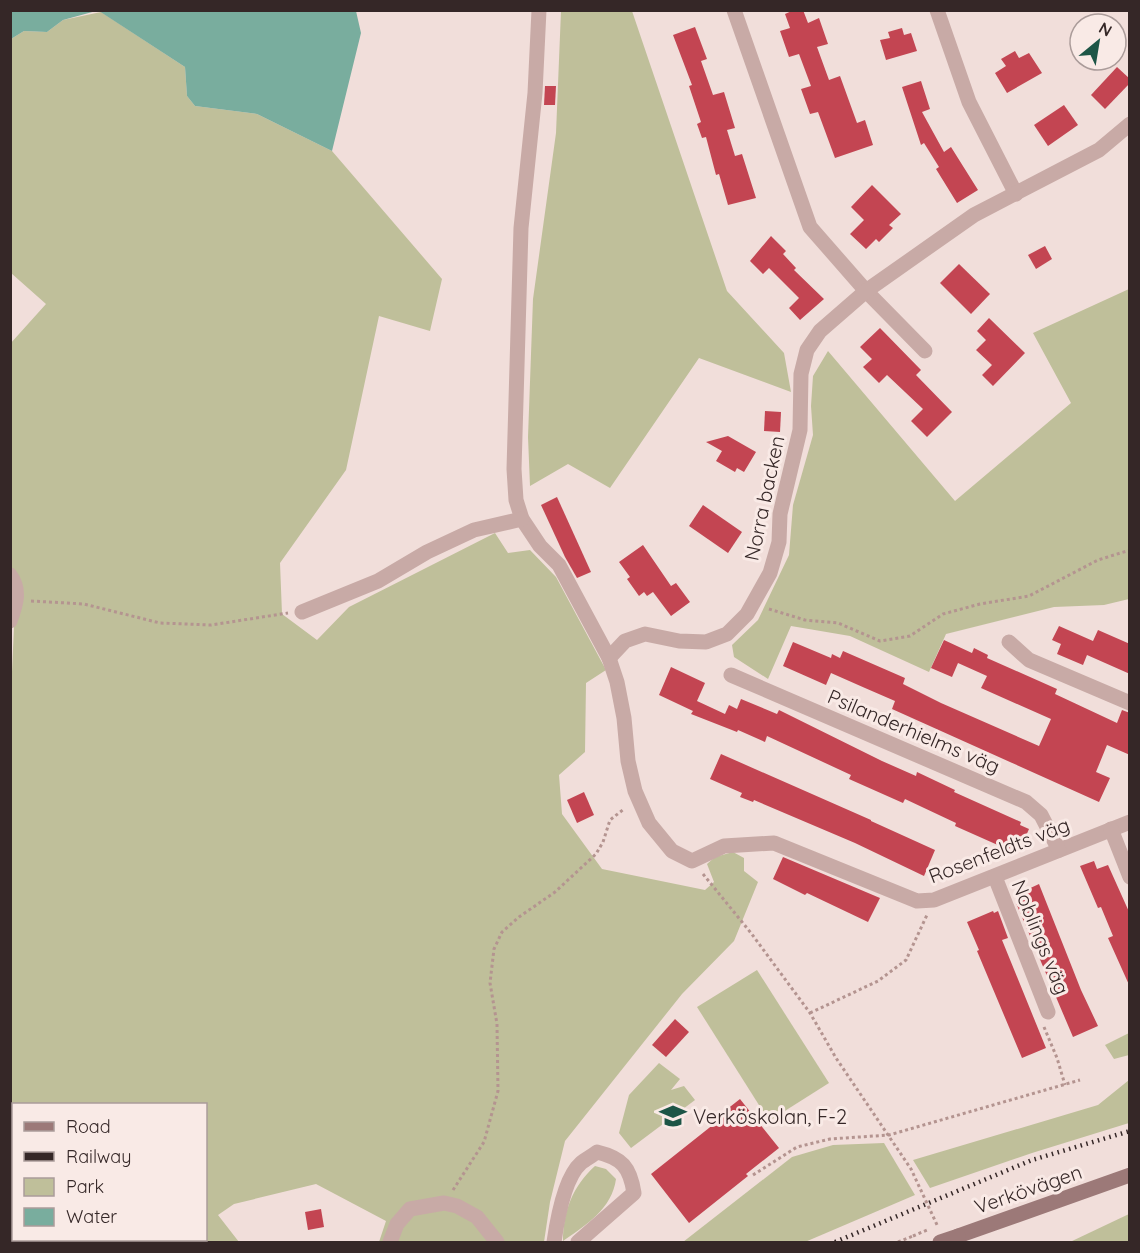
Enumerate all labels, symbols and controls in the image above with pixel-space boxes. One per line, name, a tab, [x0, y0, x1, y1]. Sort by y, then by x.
north arrow	[1068, 12, 1128, 72]
text: N	[1095, 17, 1116, 41]
street label: Norra backen	[739, 433, 789, 563]
street label: Psilanderhielms väg	[824, 683, 1004, 779]
street label: Rosenfeldts väg	[925, 812, 1073, 888]
street label: Noblings väg	[1007, 876, 1075, 998]
school or university icon: Verköskolan, F-2	[658, 1101, 688, 1131]
legend	[12, 1103, 207, 1241]
place label: Verköskolan, F-2	[693, 1104, 847, 1129]
text: Road	[66, 1115, 111, 1138]
text: Railway	[66, 1145, 132, 1168]
street label: Verkövägen	[971, 1159, 1085, 1219]
text: Park	[66, 1175, 104, 1198]
text: Water	[66, 1205, 117, 1228]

◇ ◇ ◇

» **EXERCISE REQUIREMENTS**
Because only the text is wanted, copy each record above precisely and omit its pictures.

» **TASK RESPONSE**
Enumerate all labels, symbols and controls in the image above with pixel-space boxes. One per line, name, a tab, [x0, y0, x1, y1]. Sort by y, then by x.
north arrow	[1068, 12, 1128, 72]
text: N	[1095, 17, 1116, 41]
street label: Norra backen	[739, 433, 789, 563]
street label: Psilanderhielms väg	[824, 683, 1004, 779]
street label: Rosenfeldts väg	[925, 812, 1073, 888]
street label: Noblings väg	[1007, 876, 1075, 998]
school or university icon: Verköskolan, F-2	[658, 1101, 688, 1131]
legend	[12, 1103, 207, 1241]
place label: Verköskolan, F-2	[693, 1104, 847, 1129]
text: Road	[66, 1115, 111, 1138]
text: Railway	[66, 1145, 132, 1168]
street label: Verkövägen	[971, 1159, 1085, 1219]
text: Park	[66, 1175, 104, 1198]
text: Water	[66, 1205, 117, 1228]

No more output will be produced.